James Wren
Journal of Paramedic Practice, Vol. 9, Iss. 9, 14 Sep 2017, pp 387 - 394

Background: As a result of some of the factors discussed within this systematic
review, UK Paramedics are more likely to manage postpartum haemorrhage (PPH)
within the out-of-hospital setting. This systematic review attempts to address
the question: 'Is it suitable for TXA to be implemented within the UK paramedic
management of out-of-hospital PPH?'

Methods: Randomised control trials (RCTs) focusing on the effect of TXA upon blood loss during PPH were included within this review. A search strategy was created and applied to databases. Critical analysis of the included studies was carried out, and data were presented within
tabular format and discussed through the use of narrative synthesis. Results: Eight RCTs were included within this systematic review. All studies found a significant reduction in the volume of blood loss during PPH when TXA was administered.

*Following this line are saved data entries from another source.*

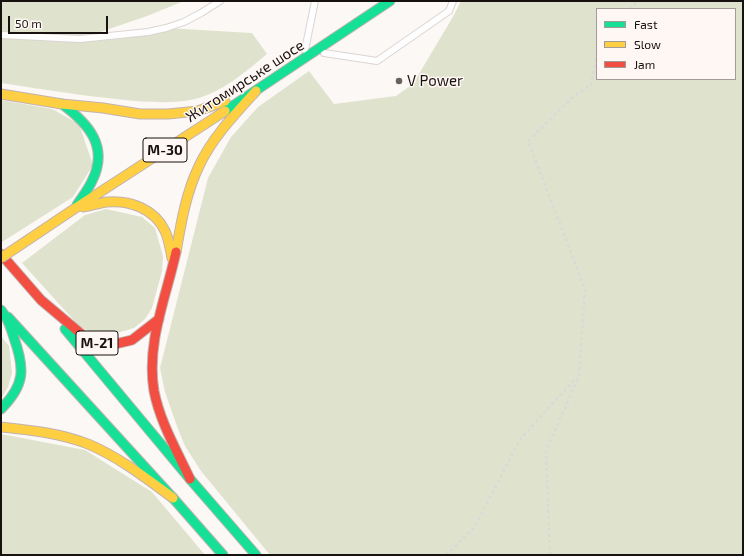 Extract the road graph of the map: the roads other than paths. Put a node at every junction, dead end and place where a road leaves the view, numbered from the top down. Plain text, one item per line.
1 (220, 1) edge
2 (315, 1) edge
3 (390, 1) edge
4 (453, 1) edge
5 (1, 35) edge
6 (315, 51) junction
7 (303, 59) junction
8 (256, 91) junction
9 (1, 94) edge
10 (62, 104) junction
11 (74, 209) junction
12 (1, 254) edge
13 (1, 258) edge
14 (173, 264) junction
15 (42, 300) junction
16 (3, 312) edge
17 (158, 319) junction
18 (1, 409) edge
19 (1, 427) edge
20 (190, 478) junction
21 (173, 498) junction
22 (223, 555) edge
23 (256, 555) edge

1 - 5 lane
2 - 7 lane
3 - 6 main road, Житомирське шосе / М-30
4 - 6 lane
6 - 7 main road, Житомирське шосе / М-30
7 - 8 main road, Житомирське шосе / М-30
8 - 10 main road
8 - 11 main road, Житомирське шосе / М-30
8 - 14 main road
9 - 10 main road
10 - 11 main road
11 - 13 main road, Житомирське шосе, bridge
11 - 14 main road
12 - 15 main road, М-21
14 - 17 main road
15 - 17 main road, М-21
15 - 20 main road
16 - 18 main road
16 - 21 main road
17 - 20 main road
19 - 21 main road
20 - 23 main road
21 - 22 main road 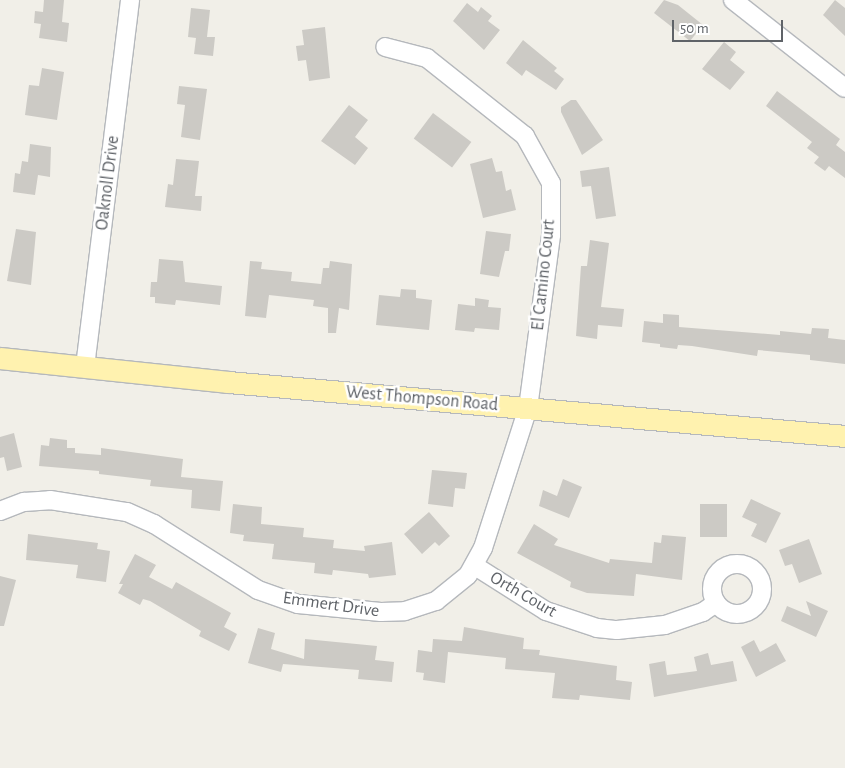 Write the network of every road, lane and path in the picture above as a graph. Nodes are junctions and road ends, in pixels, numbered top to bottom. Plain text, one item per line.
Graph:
1 (130, 0) edge
2 (733, 0) edge
3 (385, 47) dead end
4 (845, 88) edge
5 (0, 358) edge
6 (85, 367) junction
7 (528, 408) junction
8 (845, 436) edge
9 (0, 511) edge
10 (475, 566) junction
11 (716, 603) dead end

1 - 6 street, Oaknoll Drive
2 - 4 street
3 - 7 street, El Camino Court
5 - 6 main road, West Thompson Road
6 - 7 main road, West Thompson Road
7 - 8 main road, West Thompson Road
7 - 10 street, Emmert Drive
9 - 10 street, Emmert Drive
10 - 11 street, Orth Court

Discussion: Although TXA was found to significantly reduce the volume of blood loss during PPH, existing evidence is insufficient to support its use within the UK paramedic out-of-hospital management of PPH. Without the presence of studies which are solely focused on the target population, it is difficult to generalise the findings directly to the UK out-of-hospital paramedic management of PPH. This systematic review does however support and supplement the findings of past and current research based upon the relationship between TXA and PPH.